#### Records to use

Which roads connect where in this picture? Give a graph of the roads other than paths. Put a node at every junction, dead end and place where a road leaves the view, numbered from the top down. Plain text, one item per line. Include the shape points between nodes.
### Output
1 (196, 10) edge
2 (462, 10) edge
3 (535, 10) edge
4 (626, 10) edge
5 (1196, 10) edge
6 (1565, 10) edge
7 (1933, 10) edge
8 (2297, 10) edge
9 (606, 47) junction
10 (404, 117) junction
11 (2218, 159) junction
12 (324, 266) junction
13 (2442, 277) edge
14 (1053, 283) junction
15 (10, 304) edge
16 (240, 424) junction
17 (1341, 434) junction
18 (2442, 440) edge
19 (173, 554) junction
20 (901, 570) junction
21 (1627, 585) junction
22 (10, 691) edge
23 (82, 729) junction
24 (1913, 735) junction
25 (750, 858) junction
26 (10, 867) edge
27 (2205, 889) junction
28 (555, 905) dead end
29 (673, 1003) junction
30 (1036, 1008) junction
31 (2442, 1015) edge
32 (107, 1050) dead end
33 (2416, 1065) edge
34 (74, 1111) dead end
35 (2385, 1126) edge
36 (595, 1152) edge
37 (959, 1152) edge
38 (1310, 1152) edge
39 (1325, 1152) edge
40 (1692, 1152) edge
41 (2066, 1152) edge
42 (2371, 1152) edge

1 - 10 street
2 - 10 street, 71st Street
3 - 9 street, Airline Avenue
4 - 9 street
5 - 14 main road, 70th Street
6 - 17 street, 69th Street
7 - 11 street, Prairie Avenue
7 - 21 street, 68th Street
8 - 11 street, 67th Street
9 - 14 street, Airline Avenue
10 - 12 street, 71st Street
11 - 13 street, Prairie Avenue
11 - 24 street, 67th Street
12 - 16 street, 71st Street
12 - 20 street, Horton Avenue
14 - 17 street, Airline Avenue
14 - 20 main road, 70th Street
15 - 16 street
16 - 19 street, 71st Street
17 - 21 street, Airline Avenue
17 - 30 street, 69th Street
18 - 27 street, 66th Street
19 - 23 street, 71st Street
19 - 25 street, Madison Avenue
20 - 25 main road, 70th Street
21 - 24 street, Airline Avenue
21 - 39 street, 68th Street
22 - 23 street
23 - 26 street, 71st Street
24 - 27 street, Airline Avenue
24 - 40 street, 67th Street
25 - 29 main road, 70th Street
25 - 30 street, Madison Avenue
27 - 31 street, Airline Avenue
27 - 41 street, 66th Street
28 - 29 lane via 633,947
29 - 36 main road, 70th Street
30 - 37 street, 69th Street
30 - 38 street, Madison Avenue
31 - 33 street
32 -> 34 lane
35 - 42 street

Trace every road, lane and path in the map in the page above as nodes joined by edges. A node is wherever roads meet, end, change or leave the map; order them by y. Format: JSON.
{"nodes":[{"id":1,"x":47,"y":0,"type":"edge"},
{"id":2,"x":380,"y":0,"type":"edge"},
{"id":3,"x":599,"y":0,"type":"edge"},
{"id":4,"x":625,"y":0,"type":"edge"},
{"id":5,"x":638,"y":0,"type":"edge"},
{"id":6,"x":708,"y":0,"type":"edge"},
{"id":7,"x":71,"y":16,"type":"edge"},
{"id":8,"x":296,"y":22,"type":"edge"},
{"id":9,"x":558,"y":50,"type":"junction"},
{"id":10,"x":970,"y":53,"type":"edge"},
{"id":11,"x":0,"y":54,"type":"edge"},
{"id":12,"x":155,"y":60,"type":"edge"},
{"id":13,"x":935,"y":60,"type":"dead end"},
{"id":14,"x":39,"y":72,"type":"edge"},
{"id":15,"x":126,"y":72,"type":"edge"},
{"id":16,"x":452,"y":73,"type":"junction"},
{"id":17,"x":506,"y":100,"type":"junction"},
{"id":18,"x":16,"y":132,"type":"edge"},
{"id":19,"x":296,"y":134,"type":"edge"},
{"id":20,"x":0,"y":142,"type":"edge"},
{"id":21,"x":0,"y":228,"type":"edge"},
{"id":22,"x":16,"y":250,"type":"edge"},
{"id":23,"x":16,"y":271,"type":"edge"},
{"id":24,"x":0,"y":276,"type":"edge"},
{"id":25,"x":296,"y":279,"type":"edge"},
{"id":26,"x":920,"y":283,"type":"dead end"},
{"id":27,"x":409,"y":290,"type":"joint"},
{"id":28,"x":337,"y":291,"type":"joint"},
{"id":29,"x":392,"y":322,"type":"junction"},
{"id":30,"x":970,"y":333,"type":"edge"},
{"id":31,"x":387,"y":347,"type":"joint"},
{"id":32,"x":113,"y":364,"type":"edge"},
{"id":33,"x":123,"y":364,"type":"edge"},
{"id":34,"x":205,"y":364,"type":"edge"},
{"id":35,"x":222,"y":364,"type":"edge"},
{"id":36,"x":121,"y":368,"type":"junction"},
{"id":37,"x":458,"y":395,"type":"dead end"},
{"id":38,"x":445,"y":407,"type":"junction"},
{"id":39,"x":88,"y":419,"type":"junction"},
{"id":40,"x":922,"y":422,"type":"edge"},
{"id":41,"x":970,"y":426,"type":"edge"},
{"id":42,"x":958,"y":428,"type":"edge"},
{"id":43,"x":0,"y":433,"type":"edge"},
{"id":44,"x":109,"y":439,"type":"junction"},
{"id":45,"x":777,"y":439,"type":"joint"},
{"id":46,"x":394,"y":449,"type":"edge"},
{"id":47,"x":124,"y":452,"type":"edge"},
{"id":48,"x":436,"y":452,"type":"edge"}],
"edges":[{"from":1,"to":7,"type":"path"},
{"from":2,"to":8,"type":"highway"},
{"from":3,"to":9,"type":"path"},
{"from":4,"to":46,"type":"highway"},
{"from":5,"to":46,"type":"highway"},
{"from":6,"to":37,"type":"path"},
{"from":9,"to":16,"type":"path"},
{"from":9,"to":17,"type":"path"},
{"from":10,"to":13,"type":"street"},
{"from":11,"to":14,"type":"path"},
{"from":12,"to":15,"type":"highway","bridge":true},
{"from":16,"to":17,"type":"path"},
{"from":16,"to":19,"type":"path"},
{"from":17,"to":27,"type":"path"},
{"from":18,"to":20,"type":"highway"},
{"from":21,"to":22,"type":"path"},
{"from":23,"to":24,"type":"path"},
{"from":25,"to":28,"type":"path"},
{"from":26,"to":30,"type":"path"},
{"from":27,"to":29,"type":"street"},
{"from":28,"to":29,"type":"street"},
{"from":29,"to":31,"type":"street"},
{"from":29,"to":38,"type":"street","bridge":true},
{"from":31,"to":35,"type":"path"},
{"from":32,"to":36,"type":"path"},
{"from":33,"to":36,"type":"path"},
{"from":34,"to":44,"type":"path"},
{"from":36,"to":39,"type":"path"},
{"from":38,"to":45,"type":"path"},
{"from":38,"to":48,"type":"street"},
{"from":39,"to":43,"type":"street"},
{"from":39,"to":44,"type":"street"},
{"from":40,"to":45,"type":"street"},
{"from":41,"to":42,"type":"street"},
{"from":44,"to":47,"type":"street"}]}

########

● **Exercise**
Please return the records above exactly as they are written.

● **Solution for this exercise**
Which roads connect where in this picture? Give a graph of the roads other than paths. Put a node at every junction, dead end and place where a road leaves the view, numbered from the top down. Plain text, one item per line. Include the shape points between nodes.
### Output
1 (196, 10) edge
2 (462, 10) edge
3 (535, 10) edge
4 (626, 10) edge
5 (1196, 10) edge
6 (1565, 10) edge
7 (1933, 10) edge
8 (2297, 10) edge
9 (606, 47) junction
10 (404, 117) junction
11 (2218, 159) junction
12 (324, 266) junction
13 (2442, 277) edge
14 (1053, 283) junction
15 (10, 304) edge
16 (240, 424) junction
17 (1341, 434) junction
18 (2442, 440) edge
19 (173, 554) junction
20 (901, 570) junction
21 (1627, 585) junction
22 (10, 691) edge
23 (82, 729) junction
24 (1913, 735) junction
25 (750, 858) junction
26 (10, 867) edge
27 (2205, 889) junction
28 (555, 905) dead end
29 (673, 1003) junction
30 (1036, 1008) junction
31 (2442, 1015) edge
32 (107, 1050) dead end
33 (2416, 1065) edge
34 (74, 1111) dead end
35 (2385, 1126) edge
36 (595, 1152) edge
37 (959, 1152) edge
38 (1310, 1152) edge
39 (1325, 1152) edge
40 (1692, 1152) edge
41 (2066, 1152) edge
42 (2371, 1152) edge

1 - 10 street
2 - 10 street, 71st Street
3 - 9 street, Airline Avenue
4 - 9 street
5 - 14 main road, 70th Street
6 - 17 street, 69th Street
7 - 11 street, Prairie Avenue
7 - 21 street, 68th Street
8 - 11 street, 67th Street
9 - 14 street, Airline Avenue
10 - 12 street, 71st Street
11 - 13 street, Prairie Avenue
11 - 24 street, 67th Street
12 - 16 street, 71st Street
12 - 20 street, Horton Avenue
14 - 17 street, Airline Avenue
14 - 20 main road, 70th Street
15 - 16 street
16 - 19 street, 71st Street
17 - 21 street, Airline Avenue
17 - 30 street, 69th Street
18 - 27 street, 66th Street
19 - 23 street, 71st Street
19 - 25 street, Madison Avenue
20 - 25 main road, 70th Street
21 - 24 street, Airline Avenue
21 - 39 street, 68th Street
22 - 23 street
23 - 26 street, 71st Street
24 - 27 street, Airline Avenue
24 - 40 street, 67th Street
25 - 29 main road, 70th Street
25 - 30 street, Madison Avenue
27 - 31 street, Airline Avenue
27 - 41 street, 66th Street
28 - 29 lane via 633,947
29 - 36 main road, 70th Street
30 - 37 street, 69th Street
30 - 38 street, Madison Avenue
31 - 33 street
32 -> 34 lane
35 - 42 street

Trace every road, lane and path in the map in the page above as nodes joined by edges. A node is wherever roads meet, end, change or leave the map; order them by y. Format: JSON.
{"nodes":[{"id":1,"x":47,"y":0,"type":"edge"},
{"id":2,"x":380,"y":0,"type":"edge"},
{"id":3,"x":599,"y":0,"type":"edge"},
{"id":4,"x":625,"y":0,"type":"edge"},
{"id":5,"x":638,"y":0,"type":"edge"},
{"id":6,"x":708,"y":0,"type":"edge"},
{"id":7,"x":71,"y":16,"type":"edge"},
{"id":8,"x":296,"y":22,"type":"edge"},
{"id":9,"x":558,"y":50,"type":"junction"},
{"id":10,"x":970,"y":53,"type":"edge"},
{"id":11,"x":0,"y":54,"type":"edge"},
{"id":12,"x":155,"y":60,"type":"edge"},
{"id":13,"x":935,"y":60,"type":"dead end"},
{"id":14,"x":39,"y":72,"type":"edge"},
{"id":15,"x":126,"y":72,"type":"edge"},
{"id":16,"x":452,"y":73,"type":"junction"},
{"id":17,"x":506,"y":100,"type":"junction"},
{"id":18,"x":16,"y":132,"type":"edge"},
{"id":19,"x":296,"y":134,"type":"edge"},
{"id":20,"x":0,"y":142,"type":"edge"},
{"id":21,"x":0,"y":228,"type":"edge"},
{"id":22,"x":16,"y":250,"type":"edge"},
{"id":23,"x":16,"y":271,"type":"edge"},
{"id":24,"x":0,"y":276,"type":"edge"},
{"id":25,"x":296,"y":279,"type":"edge"},
{"id":26,"x":920,"y":283,"type":"dead end"},
{"id":27,"x":409,"y":290,"type":"joint"},
{"id":28,"x":337,"y":291,"type":"joint"},
{"id":29,"x":392,"y":322,"type":"junction"},
{"id":30,"x":970,"y":333,"type":"edge"},
{"id":31,"x":387,"y":347,"type":"joint"},
{"id":32,"x":113,"y":364,"type":"edge"},
{"id":33,"x":123,"y":364,"type":"edge"},
{"id":34,"x":205,"y":364,"type":"edge"},
{"id":35,"x":222,"y":364,"type":"edge"},
{"id":36,"x":121,"y":368,"type":"junction"},
{"id":37,"x":458,"y":395,"type":"dead end"},
{"id":38,"x":445,"y":407,"type":"junction"},
{"id":39,"x":88,"y":419,"type":"junction"},
{"id":40,"x":922,"y":422,"type":"edge"},
{"id":41,"x":970,"y":426,"type":"edge"},
{"id":42,"x":958,"y":428,"type":"edge"},
{"id":43,"x":0,"y":433,"type":"edge"},
{"id":44,"x":109,"y":439,"type":"junction"},
{"id":45,"x":777,"y":439,"type":"joint"},
{"id":46,"x":394,"y":449,"type":"edge"},
{"id":47,"x":124,"y":452,"type":"edge"},
{"id":48,"x":436,"y":452,"type":"edge"}],
"edges":[{"from":1,"to":7,"type":"path"},
{"from":2,"to":8,"type":"highway"},
{"from":3,"to":9,"type":"path"},
{"from":4,"to":46,"type":"highway"},
{"from":5,"to":46,"type":"highway"},
{"from":6,"to":37,"type":"path"},
{"from":9,"to":16,"type":"path"},
{"from":9,"to":17,"type":"path"},
{"from":10,"to":13,"type":"street"},
{"from":11,"to":14,"type":"path"},
{"from":12,"to":15,"type":"highway","bridge":true},
{"from":16,"to":17,"type":"path"},
{"from":16,"to":19,"type":"path"},
{"from":17,"to":27,"type":"path"},
{"from":18,"to":20,"type":"highway"},
{"from":21,"to":22,"type":"path"},
{"from":23,"to":24,"type":"path"},
{"from":25,"to":28,"type":"path"},
{"from":26,"to":30,"type":"path"},
{"from":27,"to":29,"type":"street"},
{"from":28,"to":29,"type":"street"},
{"from":29,"to":31,"type":"street"},
{"from":29,"to":38,"type":"street","bridge":true},
{"from":31,"to":35,"type":"path"},
{"from":32,"to":36,"type":"path"},
{"from":33,"to":36,"type":"path"},
{"from":34,"to":44,"type":"path"},
{"from":36,"to":39,"type":"path"},
{"from":38,"to":45,"type":"path"},
{"from":38,"to":48,"type":"street"},
{"from":39,"to":43,"type":"street"},
{"from":39,"to":44,"type":"street"},
{"from":40,"to":45,"type":"street"},
{"from":41,"to":42,"type":"street"},
{"from":44,"to":47,"type":"street"}]}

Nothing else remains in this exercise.